The VRguy's Blog: eye tracking

Showing posts with label eye tracking. Show all posts

Sunday, June 11, 2017

How does eye tracking work?

Eye tracking could become a standard peripheral in VR/AR headsets. Tracking gaze direction can deliver many benefits. Foveated rendering, for instance, optimizes GPU resources by using eye tracking data. Higher-resolution images at shown at the central vision area and lower-resolution outside it. Understanding gaze direction can lead to more natural interaction. Additionally, People with certain disabilities can use their eyes instead of their hands. Eye tracking can detect concussions in athletes and can even help people see better. Eye tracking can help advertisers understand what interests customers.
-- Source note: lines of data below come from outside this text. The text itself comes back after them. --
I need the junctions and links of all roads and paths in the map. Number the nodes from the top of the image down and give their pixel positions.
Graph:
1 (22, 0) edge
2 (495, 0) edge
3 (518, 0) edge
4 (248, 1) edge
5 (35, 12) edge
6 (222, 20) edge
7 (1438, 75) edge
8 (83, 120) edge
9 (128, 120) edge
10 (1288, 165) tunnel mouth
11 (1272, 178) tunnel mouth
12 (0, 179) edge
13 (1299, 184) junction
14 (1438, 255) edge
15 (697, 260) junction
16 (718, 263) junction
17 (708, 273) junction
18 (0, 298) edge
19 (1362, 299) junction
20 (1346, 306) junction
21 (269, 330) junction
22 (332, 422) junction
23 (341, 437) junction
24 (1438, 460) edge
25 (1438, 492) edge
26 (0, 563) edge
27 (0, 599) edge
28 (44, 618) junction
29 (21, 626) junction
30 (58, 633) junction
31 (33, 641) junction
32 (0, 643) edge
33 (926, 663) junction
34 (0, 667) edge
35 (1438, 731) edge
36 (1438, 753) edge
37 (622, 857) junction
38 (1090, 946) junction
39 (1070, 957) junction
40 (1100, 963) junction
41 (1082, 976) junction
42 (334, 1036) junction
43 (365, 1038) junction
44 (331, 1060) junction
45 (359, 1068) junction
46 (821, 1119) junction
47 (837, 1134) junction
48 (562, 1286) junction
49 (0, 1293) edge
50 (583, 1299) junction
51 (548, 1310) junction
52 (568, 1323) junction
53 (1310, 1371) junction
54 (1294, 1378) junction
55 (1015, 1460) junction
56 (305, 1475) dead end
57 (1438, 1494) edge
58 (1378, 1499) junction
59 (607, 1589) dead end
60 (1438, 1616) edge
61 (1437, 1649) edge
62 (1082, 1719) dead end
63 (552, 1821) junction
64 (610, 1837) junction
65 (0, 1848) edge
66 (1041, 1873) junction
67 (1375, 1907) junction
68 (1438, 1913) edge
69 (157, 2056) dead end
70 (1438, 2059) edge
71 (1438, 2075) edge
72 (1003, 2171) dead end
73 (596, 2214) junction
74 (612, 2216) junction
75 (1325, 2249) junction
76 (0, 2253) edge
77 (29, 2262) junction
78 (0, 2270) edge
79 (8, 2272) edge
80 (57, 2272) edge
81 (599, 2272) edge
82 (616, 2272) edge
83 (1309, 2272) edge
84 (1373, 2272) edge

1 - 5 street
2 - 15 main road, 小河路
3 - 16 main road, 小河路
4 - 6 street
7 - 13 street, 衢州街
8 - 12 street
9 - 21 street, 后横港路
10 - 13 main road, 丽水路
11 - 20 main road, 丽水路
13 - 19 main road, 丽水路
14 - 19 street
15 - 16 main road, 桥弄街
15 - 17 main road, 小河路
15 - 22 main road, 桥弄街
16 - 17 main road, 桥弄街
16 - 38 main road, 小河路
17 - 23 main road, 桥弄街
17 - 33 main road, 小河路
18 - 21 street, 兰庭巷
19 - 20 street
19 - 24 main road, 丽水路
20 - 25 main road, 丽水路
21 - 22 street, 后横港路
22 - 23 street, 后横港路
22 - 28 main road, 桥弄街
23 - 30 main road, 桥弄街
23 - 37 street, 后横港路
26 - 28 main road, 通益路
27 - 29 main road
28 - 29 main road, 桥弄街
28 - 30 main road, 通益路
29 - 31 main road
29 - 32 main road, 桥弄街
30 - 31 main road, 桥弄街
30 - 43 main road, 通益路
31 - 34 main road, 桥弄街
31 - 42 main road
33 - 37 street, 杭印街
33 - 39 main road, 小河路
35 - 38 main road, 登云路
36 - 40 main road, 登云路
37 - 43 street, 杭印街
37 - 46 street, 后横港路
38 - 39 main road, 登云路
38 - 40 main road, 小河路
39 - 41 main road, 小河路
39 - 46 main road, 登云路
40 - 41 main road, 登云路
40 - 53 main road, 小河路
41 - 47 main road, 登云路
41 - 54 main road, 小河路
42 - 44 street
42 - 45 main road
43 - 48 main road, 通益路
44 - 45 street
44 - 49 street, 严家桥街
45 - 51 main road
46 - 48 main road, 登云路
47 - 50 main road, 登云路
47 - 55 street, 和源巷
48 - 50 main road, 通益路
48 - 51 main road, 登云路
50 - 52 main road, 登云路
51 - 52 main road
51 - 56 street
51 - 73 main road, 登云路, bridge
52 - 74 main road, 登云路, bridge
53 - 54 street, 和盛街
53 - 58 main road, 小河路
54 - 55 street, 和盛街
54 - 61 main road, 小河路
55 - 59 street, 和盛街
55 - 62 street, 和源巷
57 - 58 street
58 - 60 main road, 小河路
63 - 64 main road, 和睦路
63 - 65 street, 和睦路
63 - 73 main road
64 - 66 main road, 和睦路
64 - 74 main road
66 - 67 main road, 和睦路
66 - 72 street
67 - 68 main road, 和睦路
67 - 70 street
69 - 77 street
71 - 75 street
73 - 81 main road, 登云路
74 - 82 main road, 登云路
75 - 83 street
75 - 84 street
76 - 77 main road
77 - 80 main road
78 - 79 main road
Eye tracking is complex. Scientists and vendors have spent many year perfecting algorithms and techniques.

But how does it work? Let's look at a high-level overview.

Most eye tracking systems use a camera pointing at the eye and infrared (IR) light. IR illuminates the eye and a camera sensitive to IR analyzes the reflections. The wavelength of the light is often 850 nanometers. It is just outside the visible spectrum of 390 to 700 nanometers. The eye can't detect the illumination but the camera can.

We see the world when our retinal detects light entering through the pupil. IR light also enters the eye through this pupil. Outside the pupil area, light does not enter the eye. Instead, it reflects back towards the camera. Thus, the camera sees the pupil as a dark area - no reflection - whereas the rest of the eye is brighter. This is "dark pupil eye tracking". If the IR light source is near the optical axis, it can reflect from the back of the eye. In this case, the pupil appears bright. This is "bright pupil eye tracking". It is like the "red eye" effect when using flash photography. Whether we use dark or bright pupil, the key point is that the pupil looks different than the rest of the eye.

The image captured by the camera is then processed to determine the location of the pupil. This allows estimating the direction of gaze from the observed eye. Processing is sometimes done on a PC, phone or other connected processor. Other vendors developed special-purpose chips that offload the processing from the main CPU. If eye tracking cameras observe both eyes, one can combine the gaze readings from both eyes. This allows estimating of the fixation point of the user in real or virtual 3D space.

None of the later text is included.